Researchers found some of the most vulnerable populations—including African Americans, Native Americans, lower-income individuals, those residing in rural areas and in states that have not expanded Medicaid—were both more likely to be at high risk of severe COVID-19 illness and lack adequate healthcare coverage to get care if they did get sick, according the study, published Wednesday in the Journal of General Internal Medicine.
African Americans were 42% and Native Americans 90% more likely to be at risk for severe COVID-19 compared to whites. High-risk persons from those racial groups were 51% and 53% more likely to have inadequate healthcare coverage compared to whites at high risk. Hispanics at high medical risk were more than twice as likely as whites to have inadequate coverage.
Researchers say the findings point to a critical need for policymakers to provide more robust support for testing and treating COVID-19 as rising unemployment causes more people to lose their insurance and states seek to re-open businesses, increasing the risk for more cases.
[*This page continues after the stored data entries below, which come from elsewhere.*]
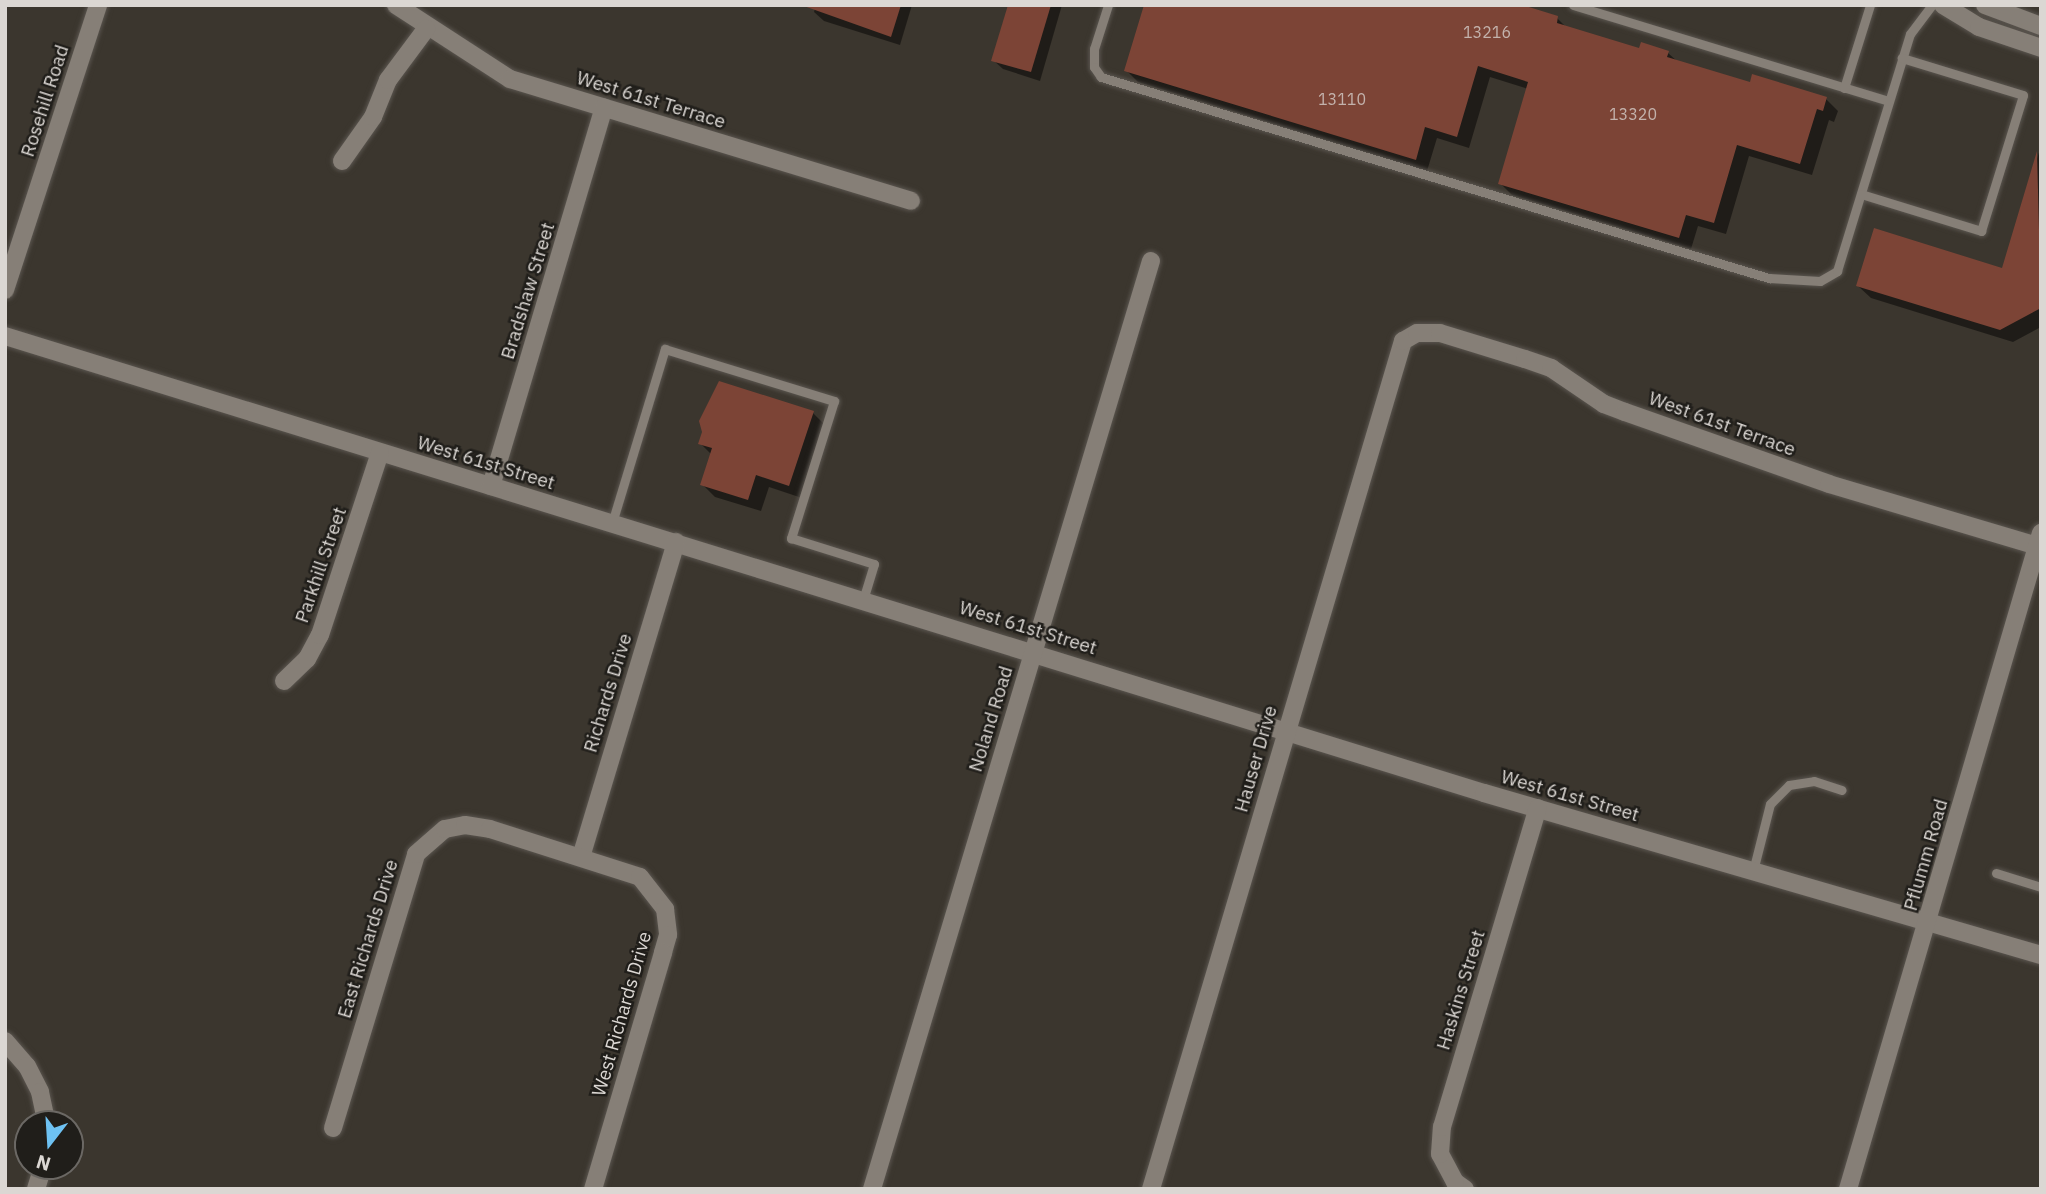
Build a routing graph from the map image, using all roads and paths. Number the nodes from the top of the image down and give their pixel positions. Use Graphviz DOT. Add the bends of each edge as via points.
graph roads {
  1 [pos="98,5"];
  2 [pos="396,5"];
  3 [pos="1108,5"];
  4 [pos="1573,5"];
  5 [pos="1870,5"];
  6 [pos="1932,5"];
  7 [pos="1943,5"];
  8 [pos="1985,5"];
  9 [pos="2041,27"];
  10 [pos="426,29"];
  11 [pos="2038,48"];
  12 [pos="1902,58"];
  13 [pos="1844,88"];
  14 [pos="1889,101"];
  15 [pos="604,108"];
  16 [pos="342,161"];
  17 [pos="1861,194"];
  18 [pos="911,201"];
  19 [pos="1151,261"];
  20 [pos="5,290"];
  21 [pos="5,336"];
  22 [pos="1403,341"];
  23 [pos="380,453"];
  24 [pos="491,486"];
  25 [pos="612,523"];
  26 [pos="2039,539"];
  27 [pos="676,542"];
  28 [pos="863,599"];
  29 [pos="1034,652"];
  30 [pos="284,681"];
  31 [pos="1286,730"];
  32 [pos="1842,790"];
  33 [pos="1538,808"];
  34 [pos="581,857"];
  35 [pos="1753,871"];
  36 [pos="1996,873"];
  37 [pos="2041,887"];
  38 [pos="1928,923"];
  39 [pos="2041,955"];
  40 [pos="5,1041"];
  41 [pos="44,1110"];
  42 [pos="333,1128"];
  43 [pos="1460,1185"];
  44 [pos="593,1189"];
  45 [pos="872,1189"];
  46 [pos="1150,1189"];
  47 [pos="1848,1189"];
  1 -- 20 [label="street, Rosehill Road"];
  2 -- 10 [label="street, West 61st Terrace"];
  3 -- 17 [label="lane" via="1094,49 1094,67 1101,77 1769,278 1820,281 1837,271"];
  4 -- 13 [label="lane"];
  5 -- 13 [label="lane"];
  6 -- 12 [label="lane" via="1910,34"];
  7 -- 11 [label="street" via="1979,27"];
  8 -- 9 [label="street"];
  9 -- 11 [label="lane"];
  10 -- 15 [label="street, West 61st Terrace" via="510,79"];
  10 -- 16 [label="street" via="388,80 373,117"];
  12 -- 14 [label="lane"];
  12 -- 17 [label="lane" via="2023,95 1981,231"];
  13 -- 14 [label="lane"];
  14 -- 17 [label="lane"];
  15 -- 18 [label="street, West 61st Terrace"];
  15 -- 24 [label="street, Bradshaw Street"];
  19 -- 29 [label="street, Noland Road"];
  21 -- 23 [label="street, West 61st Street"];
  22 -- 26 [label="street, West 61st Terrace" via="1417,333 1440,333 1525,359 1550,368 1604,404 1829,484"];
  22 -- 31 [label="street, Hauser Drive"];
  23 -- 24 [label="street, West 61st Street"];
  23 -- 30 [label="street, Parkhill Street" via="320,635 307,659"];
  24 -- 25 [label="street, West 61st Street"];
  25 -- 27 [label="street, West 61st Street"];
  25 -- 28 [label="lane" via="665,349 834,401 791,538 874,564"];
  26 -- 38 [label="street, Pflumm Road"];
  27 -- 28 [label="street, West 61st Street"];
  27 -- 34 [label="street, Richards Drive"];
  28 -- 29 [label="street, West 61st Street"];
  29 -- 31 [label="street, West 61st Street"];
  29 -- 45 [label="street, Noland Road"];
  31 -- 33 [label="street, West 61st Street"];
  31 -- 46 [label="street, Hauser Drive"];
  32 -- 35 [label="lane" via="1814,781 1789,785 1770,804"];
  33 -- 35 [label="street, West 61st Street"];
  33 -- 43 [label="street, Haskins Street" via="1442,1127 1440,1153"];
  34 -- 42 [label="street, East Richards Drive" via="465,825 429,839 410,871"];
  34 -- 44 [label="street, West Richards Drive" via="640,877 665,909 668,935"];
  35 -- 38 [label="street, West 61st Street"];
  36 -- 37 [label="lane"];
  38 -- 39 [label="street, West 61st Street"];
  38 -- 47 [label="street, Pflumm Road"];
  40 -- 41 [label="street" via="27,1066"];
}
"In a way lower-income people and racial minorities are in double jeopardy because of the way our healthcare system is financed," said lead study author Dr. Adam Gaffney, a pulmonary specialist at the Cambridge Health Alliance in Boston. "
Gaffney said being uninsured or underinsured meant it was more likely those who got sick would delay seeking treatment because of cost concerns. Results of a Gallup survey released last December found a quarter of those polled reported they or a family member had postponed treatment for a serious medical condition over the past year because of the cost. That percentage increased from 19% in 2018.
Since the start of the outbreak lawmakers have taken a number of actions to provide funding to help cover the costs related to getting tested and treated for COVID-19. Such measures have provided hospitals with nearly $300 billion in relief aid to reimburse providers for expenses and lost revenues incurred during the pandemic.
Passage of the Families First Coronavirus Response Act in March mandated that insurers cover costs related to COVID-19 testing with no out-of-pockets expenses to consumers. The cost of treatment for COVID-19 has no such cost-sharing protections.
Most healthcare insurers have offered to waive copays and deductibles for the treatment of COVID-19. But a report released last month by the patient advocacy organization Public Citizen found at least 15 of the 23 fee waivers being offered are set to expire by July 1.
That report found only two of the 25 largest insurers offering fee waivers offer to cover costs for both in-network and out-of-network care. Up to 60% of people in private insurance plans may not be eligible for fee waivers at all since they exclude those in self-insured plans unless an employer underwrites for those plans to opt-in for that coverage.
Gaffney said more support was needed to address the rising level of need. An estimated 36 million people have lost their jobs since the beginning of the outbreak with as many as 25 million expected to lose their employer-based health insurance as a result.
"The protection is inadequate," Gaffney said. "I think we need to take further steps as this epidemic continues to ensure full coverage not just for COVID testing but for COVID treatment as well."